Interpreting approval ratings of two global powers
By Harvey Dzodin
Many people, myself included, have felt in their gut that Donald Trump's neo-isolationism and erratic "leadership" has done profound damage to America's longstanding position at the pinnacle of the world in his first tumultuous year in office. Now we have two just-released methodologically-sound research studies that objectively confirm this shocking freefall, with much of the benefit inuring to China's benefit.
Last January during a state visit to Switzerland at the World Economic Forum in Davos Switzerland, Chinese President Xi Jinping said: "countries have the right to development, but they should view their own interests in the broader context and refrain from pursuing their own interests at the expense of others." He also said that "no one will emerge as the winner in a trade war." Contrast this with the remarks of President Donald Trump less than a week later at his inauguration: "From this day forward, it's going to be only America first." To show that he was serious about de-globalization and neo-isolationism, shortly thereafter Trump not only pulled out of the hard-negotiated Trans-Pacific Partnership but also withdrew from the Paris Climate Accords.
Tourists visit the Qianmen Street, a landmark commercial street, in Beijing, capital of China, Feb. 5, 2017.[Photo: Xinhua]
In the span of that week, the torch of world leadership and the championing of multinationalism and globalization held high by two generations of American leaders of both political parties started to pass from the US to China and other nations. The shift has been jaw-dropping! What a difference a year makes.
For more than seven decades the Gallup Organization has been asking Americans about the approval ratings of our country’s CEO. It’s the gold standard in modern political metrics. Over a decade ago they decided to also ask people in over 130 countries the same question. “Rating World Leaders: The US vs Germany, China and Russia” released last week is the most recent iteration.
How the mighty have fallen! The median global approval rating of Trump’s job performance across 134 countries plummeted to 30%, the lowest point since Gallup began tracking this measure. This is down nearly 20% from the 48% approval rating in President Obama’s final year, and shockingly even four points less than the previous low of 34% in the last year of President George W. Bush. Approval of Trump’s leadership fell the most among allies and partners in the Americas and Europe.
Out of 134 countries, Trump’s approval ratings fell by 10% or more in 65 countries that include many longtime American allies and partners. Trump’s approval increased 10 points or more in just four countries: Belarus, Israel, Macedonia, and Liberia. And I suspect in the latter, and all of Africa where Trump’s ratings were lower than for any US administration since Gallup started tracking them in 2007, his recent crude and racist remarks made after the poll was conducted will further soil Trump’s ratings.
Last month Trump named China and Russia as competitors in his National Security Strategy. China’s approval rating is essentially even with the US at 31% and only slightly higher than Russia’s 26%.

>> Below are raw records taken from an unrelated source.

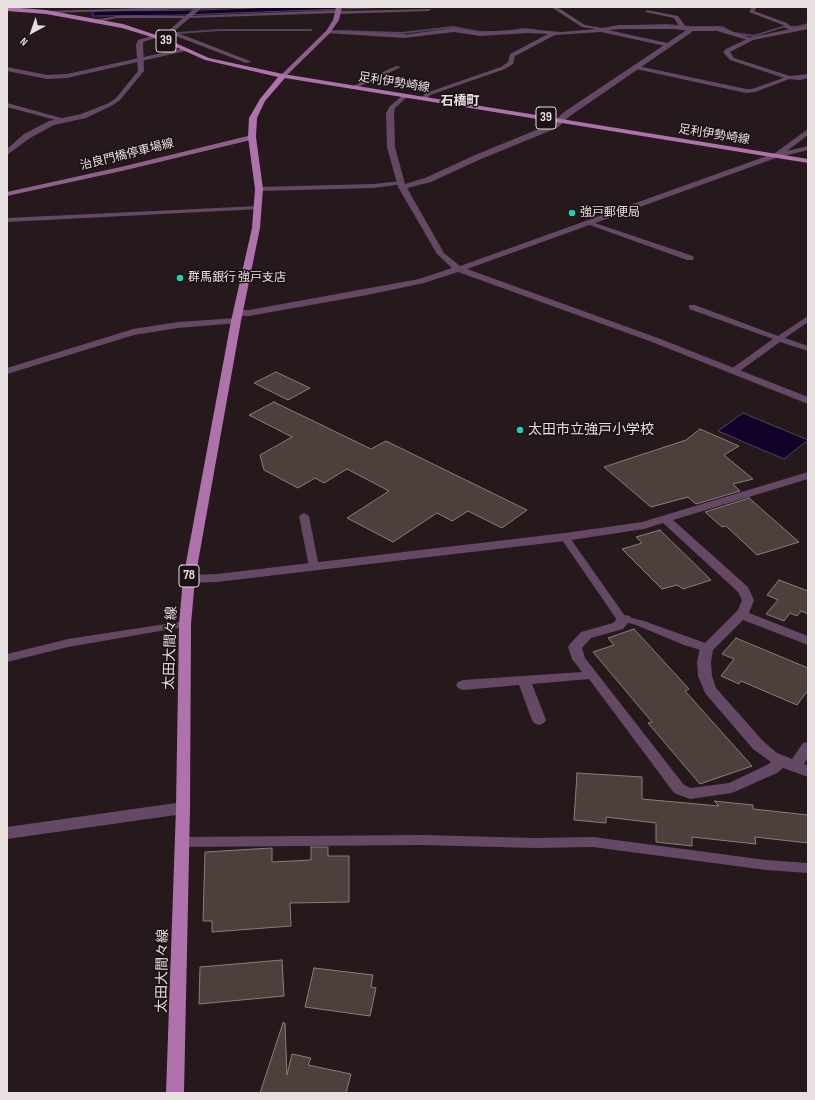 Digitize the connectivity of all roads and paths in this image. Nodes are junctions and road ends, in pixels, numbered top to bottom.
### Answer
1 (230, 7) edge
2 (553, 7) edge
3 (755, 7) edge
4 (110, 8) edge
5 (199, 8) edge
6 (7, 9) edge
7 (339, 10) edge
8 (429, 10) dead end
9 (647, 11) dead end
10 (46, 12) junction
11 (189, 16) junction
12 (97, 20) junction
13 (808, 27) edge
14 (686, 28) junction
15 (601, 30) junction
16 (792, 30) junction
17 (170, 32) junction
18 (328, 32) junction
19 (553, 34) junction
20 (802, 35) dead end
21 (156, 36) junction
22 (404, 36) joint
23 (751, 39) junction
24 (670, 45) junction
25 (184, 50) junction
26 (141, 60) junction
27 (248, 62) dead end
28 (398, 67) dead end
29 (638, 68) junction
30 (7, 69) edge
31 (284, 76) junction
32 (808, 76) edge
33 (789, 78) junction
34 (354, 87) junction
35 (405, 96) junction
36 (422, 98) junction
37 (7, 105) edge
38 (63, 120) junction
39 (560, 120) junction
40 (808, 130) edge
41 (252, 137) junction
42 (808, 148) edge
43 (7, 153) edge
44 (774, 156) junction
45 (808, 161) edge
46 (401, 185) junction
47 (259, 188) junction
48 (7, 194) edge
49 (258, 208) junction
50 (7, 220) edge
51 (589, 223) junction
52 (690, 258) dead end
53 (458, 269) junction
54 (692, 307) dead end
55 (238, 317) junction
56 (808, 318) edge
57 (779, 338) junction
58 (808, 349) edge
59 (7, 371) edge
60 (734, 371) junction
61 (808, 401) edge
62 (808, 475) edge
63 (304, 516) dead end
64 (665, 519) junction
65 (566, 537) junction
66 (314, 567) junction
67 (189, 579) junction
68 (740, 614) junction
69 (625, 619) junction
70 (185, 624) junction
71 (808, 641) edge
72 (707, 648) junction
73 (7, 658) edge
74 (592, 674) junction
75 (524, 680) junction
76 (463, 685) dead end
77 (539, 720) dead end
78 (808, 747) edge
79 (795, 766) edge
80 (183, 808) junction
81 (7, 833) edge
82 (181, 842) junction
83 (808, 868) edge
84 (175, 1093) edge

1 - 5 lane
2 - 15 lane
3 - 16 lane
4 - 5 lane
4 - 10 lane
5 - 11 street
6 - 10 main road, 足利伊勢崎線 / 39
7 - 8 lane
7 - 11 lane
7 - 18 main road
9 - 14 lane
10 - 12 main road, 足利伊勢崎線 / 39
11 - 12 lane
11 - 17 street
12 - 21 main road, 足利伊勢崎線 / 39
13 - 16 street
14 - 15 lane
14 - 23 lane
14 - 24 street
15 - 19 lane
15 - 24 lane
16 - 20 street
16 - 23 street
17 - 21 street
17 - 27 lane
18 - 22 street
18 - 31 main road
19 - 22 lane
19 - 36 lane
21 - 25 main road, 足利伊勢崎線 / 39
21 - 26 street
23 - 33 street
24 - 29 street
25 - 26 lane
25 - 31 main road, 足利伊勢崎線 / 39
26 - 30 lane
26 - 38 street
28 - 34 lane
29 - 33 lane
29 - 39 street
31 - 34 main road, 足利伊勢崎線 / 39
31 - 41 main road, 太田大間々線 / 78
32 - 33 street
34 - 35 main road, 足利伊勢崎線 / 39
35 - 36 main road, 足利伊勢崎線 / 39
35 - 46 street
36 - 39 main road, 足利伊勢崎線 / 39
37 - 38 lane
38 - 43 street
39 - 44 main road, 足利伊勢崎線 / 39
39 - 46 street
40 - 44 street
41 - 47 main road, 太田大間々線 / 78
41 - 48 main road, 治良門橋停車場線
42 - 44 street
44 - 45 main road, 足利伊勢崎線 / 39
44 - 51 street
46 - 47 lane
46 - 53 street
47 - 49 main road, 太田大間々線 / 78
49 - 50 lane
49 - 55 main road, 太田大間々線 / 78
51 - 52 lane
51 - 53 street
53 - 55 street
53 - 60 street
54 - 57 lane
55 - 59 street
55 - 67 main road, 太田大間々線 / 78
56 - 57 lane
57 - 58 lane
57 - 60 lane
60 - 61 street
62 - 64 street
63 - 66 lane
64 - 65 street
64 - 68 street
65 - 66 street
65 - 69 lane
66 - 67 street
67 - 70 main road, 太田大間々線 / 78
68 - 71 street
68 - 72 street
69 - 72 lane
69 - 74 street
70 - 73 lane
70 - 80 main road, 太田大間々線 / 78
72 - 79 street
74 - 75 street
74 - 79 street
75 - 76 street
75 - 77 street
78 - 79 street
80 - 81 street
80 - 82 main road, 太田大間々線 / 78
82 - 83 lane
82 - 84 main road, 太田大間々線 / 78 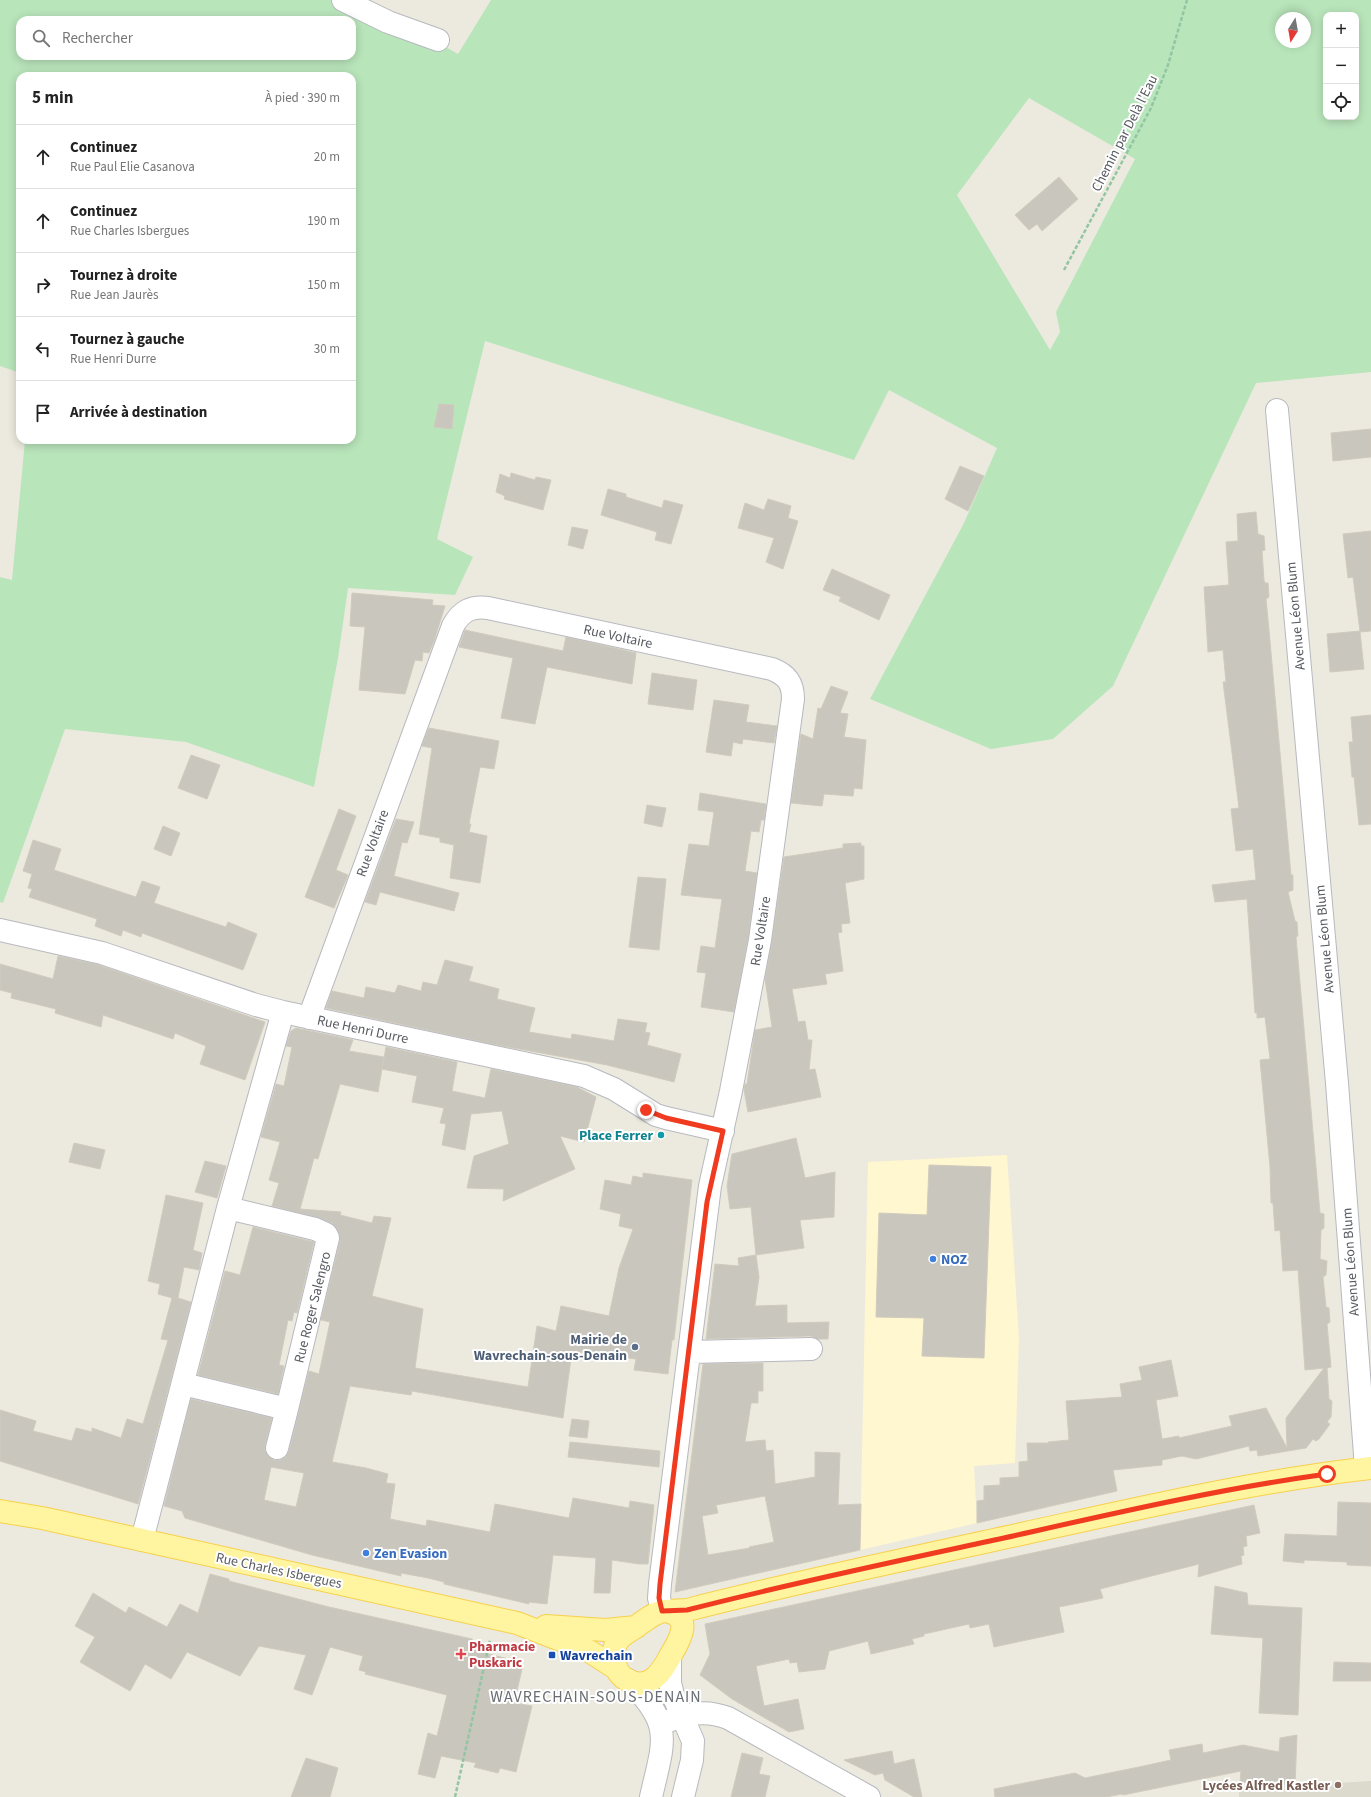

Disapproval of Trump’s leadership increased almost as much as his approval level declined. Trump’s 43% median disapproval ratings were up 15% from the previous year, a new record, not only for the US, but for any other major global power Gallup asked about in the past decade. US disapproval ratings were higher than median disapproval of Germany’s 25%, China’s 30% or Russia’s 36%.
Last week also saw corroborating evidence in the release of the 2016-2017 survey jointly conducted by the Center for International Communication Studies under the China International Publishing Group, and Kantar Millward Brown & Lightspeed. A total of 11,000 respondents from 22 countries located in Africa, America, Asia, Europe, and Oceania shared their view on China. There is a host of findings but some highlights demonstrate China’s generally increasing image in the world.
China scores 6.22 on the 10-point system of its overall image, maintaining a slight upward curve in recent years. Overseas youth aged 18-35 had the best impressions of China, compared with those aged 36-50 and 51-65.
Regarding its participation in global governance, the international community thought highly of China in the fields of science and technology (65%), economy (64%) and culture (57%). Compared with developed countries, developing countries had a better impression of China’s performance in all aspects of global governance, as did overseas youth compared with older people.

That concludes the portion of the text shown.